Вместе с тем, передумав публиковать письмо, диктатор отнюдь не намеревался возвратиться на старые позиции. Ведь с 20-х чисел февраля с полос “Правды” исчезла критика “еврейских буржуазных националистов” и их “заграничных хозяев”, неизменно присутствовавшая там до этого. А 1 марта Сталина разбил сильнейший инсульт, после которого он уже не поднялся.

Мифотворцы

 

Преемники власти диктатора в Кремле первым делом поспешили откреститься от наиболее одиозного его наследия, в том числе и от “дела кремлевских врачей”, спровоцировавшего антисемитскую истерию в стране. Уже в начале апреля все арестованные врачи были освобождены и реабили­тированы. Казалось, что после устранения таким образом даже теоретической угрозы еврейской депортации миф о ней очень скоро развеется и исчезнет вместе с другими страхами и химерами эпохи сталинизма. Однако он оказался чрезвычайно живучим. И вот почему: во-первых, активно циркулируя в виде слухов начиная с 1948 г., он успел основательно укорениться в еврейской ментальности, опаленной многовековыми преследованиями и колоссальной национальной катастрофой в XX веке. А во-вторых, на протя­жении нескольких последующих десятилетий (в ходе холодной войны, горба­чевской перестройки и ельцинских реформ) его искусственно подпиты­вали, используя в различных верхушечных политических играх, пропаганде и книгоиздательском бизнесе.

Первый массированный “выброс” дезинформации произошел весной 1956 г., когда Н. С. Хрущев заявил одному французскому журналисту, что непосредст­венно причиной смерти Сталина явилось решительное выступление В. М. Мо­ло­това и А. И. Микояна против плана депортации евреев, в чем их якобы поддержал и К. Е. Ворошилов, заявивший, что эта акция может дискреди­тировать советское руководство своим сходством с преступлениями Гитлера. За то, что со стороны Хрущева это было чистой воды политической спекуля­цией, говорит хотя бы тот факт, что в его мемуарах, вышедших спустя пятнад­цать лет на Западе, Сталин на нескольких страницах распекался за анти­семитизм, однако там не было даже намека, что тот собирался депорти­ровать евреев.
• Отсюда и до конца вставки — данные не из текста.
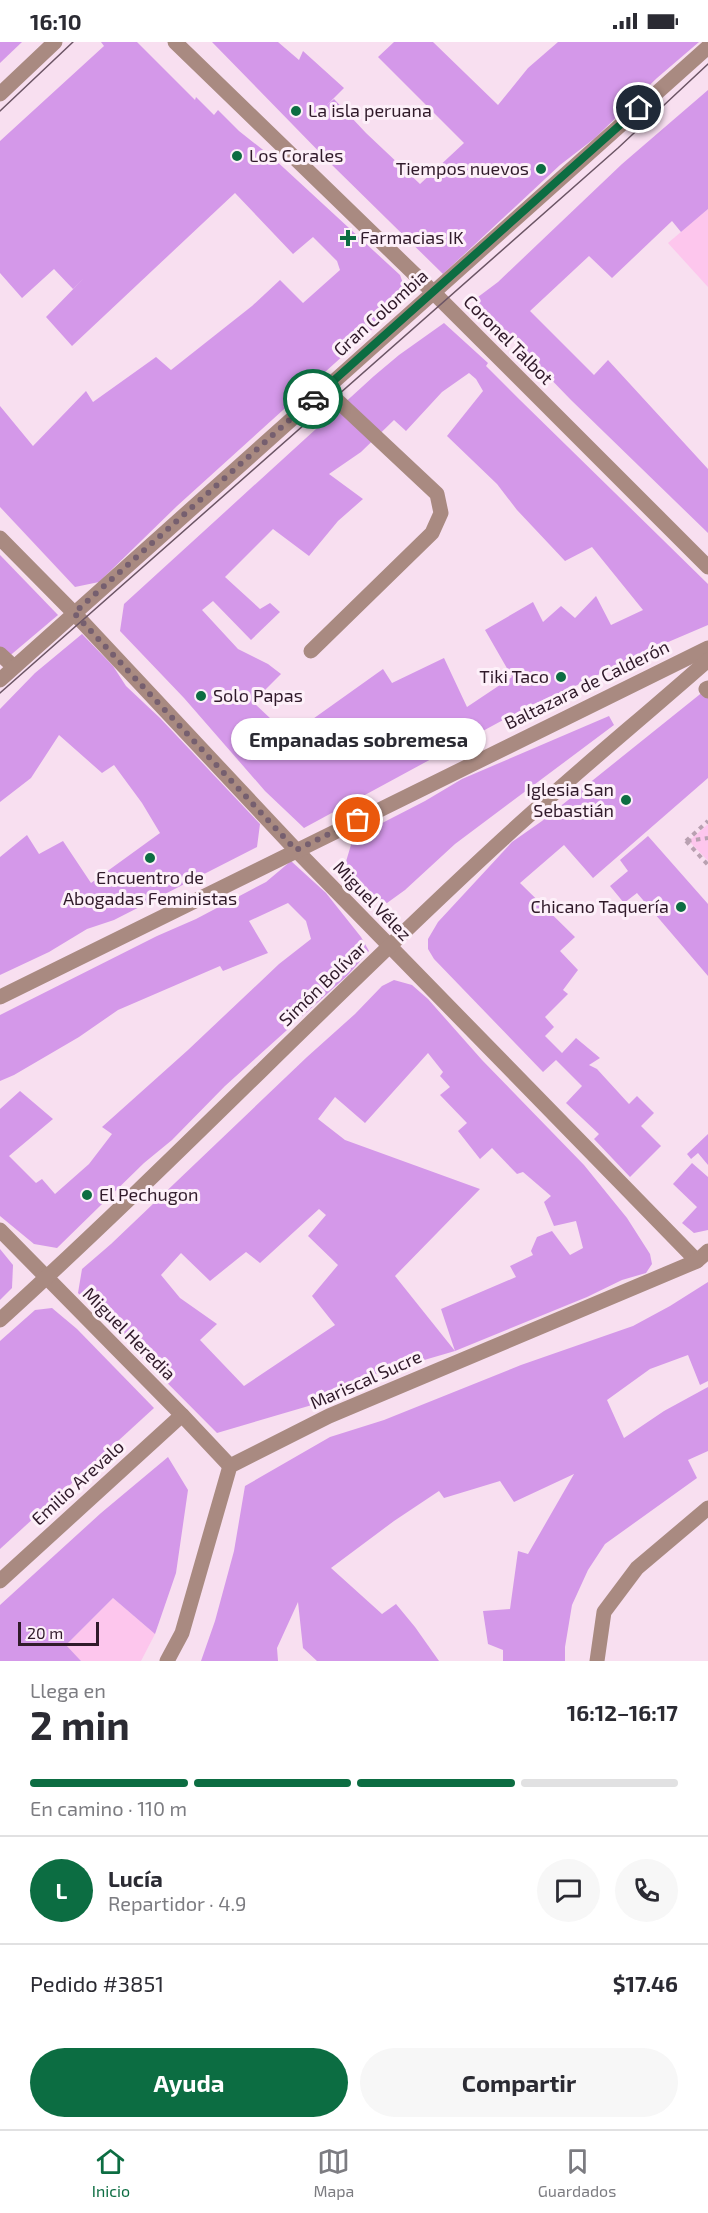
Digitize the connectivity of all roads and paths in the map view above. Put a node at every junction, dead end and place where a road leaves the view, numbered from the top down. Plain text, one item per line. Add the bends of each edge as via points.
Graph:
1 (55, 42) edge
2 (175, 42) edge
3 (708, 47) edge
4 (0, 94) edge
5 (434, 293) junction
6 (325, 389) junction
7 (0, 538) edge
8 (708, 567) edge
9 (74, 613) junction
10 (708, 648) edge
11 (311, 651) dead end
12 (0, 654) edge
13 (708, 660) edge
14 (14, 668) junction
15 (0, 680) edge
16 (708, 821) edge
17 (708, 838) edge
18 (686, 841) junction
19 (296, 850) junction
20 (708, 865) edge
21 (389, 946) junction
22 (0, 997) edge
23 (0, 1230) edge
24 (702, 1256) edge
25 (47, 1278) junction
26 (0, 1320) edge
27 (182, 1415) junction
28 (230, 1466) junction
29 (708, 1508) edge
30 (0, 1581) edge
31 (167, 1661) edge
32 (597, 1661) edge

1 - 4 street
2 - 5 street, Coronel Talbot
3 - 5 street, Gran Colombia
5 - 6 street, Gran Colombia
5 - 8 street, Coronel Talbot
6 - 9 street, Gran Colombia
6 - 11 street via 437,494 441,513 432,533
7 - 9 street, Miguel Vélez
9 - 14 street, Gran Colombia
9 - 19 street, Miguel Vélez
10 - 19 street, Baltazara de Calderón
12 - 14 street
13 - 21 street, Simón Bolívar via 504,838
14 - 15 street, Gran Colombia
16 - 18 path
17 - 18 path
18 - 20 path
19 - 21 street, Miguel Vélez
19 - 22 street, Baltazara de Calderón
21 - 24 street, Miguel Vélez
21 - 25 street, Simón Bolívar
23 - 25 street, Miguel Heredia
24 - 28 street, Mariscal Sucre via 329,1416
25 - 26 street, Simón Bolívar
25 - 27 street, Miguel Heredia
27 - 28 street, Miguel Heredia
27 - 30 street, Emilio Arevalo
28 - 31 street via 182,1633
29 - 32 street via 636,1568 604,1611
Но это будет потом, а пока все сказанное новым советским лидером было принято на Западе за чистую монету. И по-другому в общем-то не могло и быть: там не были посвящены в тайны Кремля и, конечно, не знали, что в последние месяцы жизни Сталин вообще не встречался ни с Молотовым, ни с Вороши­ловым, ни с Микояном, на которых наложил опалу. Спустя несколько месяцев ту же легенду, изображавшую наследников диктатора чуть ли не борцами с его безумной тиранией, пересказал в несколько модифицированном виде философу и писателю Ж.-П. Сартру приехавший во Францию Эренбург. Как близкому другу он поведал ему, что якобы 1 марта 1953 г. на заседании Президиума ЦК КПСС выступил поддержанный всеми присутствовавшими (кроме Л. П. Берии) Каганович, который потребовал от Сталина предпринять объективное расследование “дела врачей” и отменить отданное вождем распоряжение о депортации евреев в Сибирь. В ответ тот будто бы разразился угрозами в адрес “заговорщиков”, но те не дрогнули, а Микоян даже отважился заявить, что если Сталин арестует их, то в дело вмешается армия, которая на их стороне и готова занять Кремль. Рассказ Эренбурга завершался финалом в духе пошлой мелодрамы: немую сцену, возникшую после угрожающего заявления Микояна, прервал Каганович, который, не говоря ни слова, разорвал свой партбилет на мелкие клочки и бросил их в лицо диктатору. Такой камуфлет якобы так сильно подействовал на Сталина, что того тут же хватил удар и он потерял сознание*. Спустя год эту историю повторил бывший секретарь ЦК КПСС П. К. Пономаренко, который тогда был послом в Польше12.